Data excerpts
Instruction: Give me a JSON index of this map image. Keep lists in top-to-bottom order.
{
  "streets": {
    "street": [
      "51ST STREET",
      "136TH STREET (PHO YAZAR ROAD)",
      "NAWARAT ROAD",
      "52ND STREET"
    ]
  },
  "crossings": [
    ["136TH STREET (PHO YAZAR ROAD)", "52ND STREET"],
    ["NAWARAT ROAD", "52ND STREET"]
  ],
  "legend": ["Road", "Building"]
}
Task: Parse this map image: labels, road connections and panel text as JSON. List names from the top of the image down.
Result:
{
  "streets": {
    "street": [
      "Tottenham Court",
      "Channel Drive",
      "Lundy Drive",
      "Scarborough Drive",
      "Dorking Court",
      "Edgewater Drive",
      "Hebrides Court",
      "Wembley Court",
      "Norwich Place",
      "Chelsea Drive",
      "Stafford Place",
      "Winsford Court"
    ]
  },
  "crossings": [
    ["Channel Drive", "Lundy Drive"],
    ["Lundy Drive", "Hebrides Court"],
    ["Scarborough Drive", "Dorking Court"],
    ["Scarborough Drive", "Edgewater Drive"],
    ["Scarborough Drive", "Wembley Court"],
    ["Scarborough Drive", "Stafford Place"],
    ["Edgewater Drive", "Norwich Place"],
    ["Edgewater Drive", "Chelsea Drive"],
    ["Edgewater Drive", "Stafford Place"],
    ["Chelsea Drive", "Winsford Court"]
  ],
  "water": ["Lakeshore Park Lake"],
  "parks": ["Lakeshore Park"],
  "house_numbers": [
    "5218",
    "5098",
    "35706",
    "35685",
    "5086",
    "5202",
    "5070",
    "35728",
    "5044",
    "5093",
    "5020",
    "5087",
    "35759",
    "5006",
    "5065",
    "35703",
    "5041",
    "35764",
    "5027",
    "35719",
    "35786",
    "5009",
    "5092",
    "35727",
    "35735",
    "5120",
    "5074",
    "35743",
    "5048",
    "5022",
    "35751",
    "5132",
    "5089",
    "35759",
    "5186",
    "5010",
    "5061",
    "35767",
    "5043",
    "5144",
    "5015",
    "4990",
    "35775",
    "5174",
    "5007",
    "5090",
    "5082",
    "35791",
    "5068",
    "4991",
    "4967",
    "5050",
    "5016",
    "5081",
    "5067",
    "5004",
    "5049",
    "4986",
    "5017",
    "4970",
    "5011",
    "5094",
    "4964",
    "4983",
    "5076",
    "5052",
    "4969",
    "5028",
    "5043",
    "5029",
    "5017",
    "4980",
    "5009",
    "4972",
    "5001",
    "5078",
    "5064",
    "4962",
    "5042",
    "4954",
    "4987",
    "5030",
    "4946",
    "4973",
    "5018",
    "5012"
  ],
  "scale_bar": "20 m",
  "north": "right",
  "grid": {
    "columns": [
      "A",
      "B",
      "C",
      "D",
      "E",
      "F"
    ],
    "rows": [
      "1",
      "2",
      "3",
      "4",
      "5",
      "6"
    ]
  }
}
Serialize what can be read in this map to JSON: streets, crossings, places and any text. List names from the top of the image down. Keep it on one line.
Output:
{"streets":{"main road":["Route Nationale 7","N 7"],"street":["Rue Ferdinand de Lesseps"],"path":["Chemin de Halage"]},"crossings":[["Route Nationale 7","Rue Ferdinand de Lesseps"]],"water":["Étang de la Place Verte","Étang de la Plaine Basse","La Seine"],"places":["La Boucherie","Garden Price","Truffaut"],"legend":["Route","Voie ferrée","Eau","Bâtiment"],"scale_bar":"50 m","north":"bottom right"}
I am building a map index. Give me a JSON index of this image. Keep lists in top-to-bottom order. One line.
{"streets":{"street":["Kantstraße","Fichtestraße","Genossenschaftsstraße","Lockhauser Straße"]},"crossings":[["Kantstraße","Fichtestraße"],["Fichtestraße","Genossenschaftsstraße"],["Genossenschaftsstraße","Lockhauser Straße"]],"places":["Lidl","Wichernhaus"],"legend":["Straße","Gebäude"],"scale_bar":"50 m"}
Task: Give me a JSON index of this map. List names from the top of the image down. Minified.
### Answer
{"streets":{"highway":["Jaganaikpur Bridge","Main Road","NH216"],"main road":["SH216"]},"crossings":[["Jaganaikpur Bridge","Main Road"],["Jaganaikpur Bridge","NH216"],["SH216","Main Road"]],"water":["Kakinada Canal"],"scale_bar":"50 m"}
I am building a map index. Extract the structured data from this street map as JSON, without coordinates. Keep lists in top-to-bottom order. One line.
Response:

§ **WHAT NEEDS TO BE DONE**: Copy exactly the lines that run from the first line of the data to the line containing "Task: Parse this", please, with both ends included and nothing else.

§ **RESULT FOR THIS TASK**:
Instruction: Give me a JSON index of this map image. Keep lists in top-to-bottom order.
{
  "streets": {
    "street": [
      "51ST STREET",
      "136TH STREET (PHO YAZAR ROAD)",
      "NAWARAT ROAD",
      "52ND STREET"
    ]
  },
  "crossings": [
    ["136TH STREET (PHO YAZAR ROAD)", "52ND STREET"],
    ["NAWARAT ROAD", "52ND STREET"]
  ],
  "legend": ["Road", "Building"]
}
Task: Parse this map image: labels, road connections and panel text as JSON. List names from the top of the image down.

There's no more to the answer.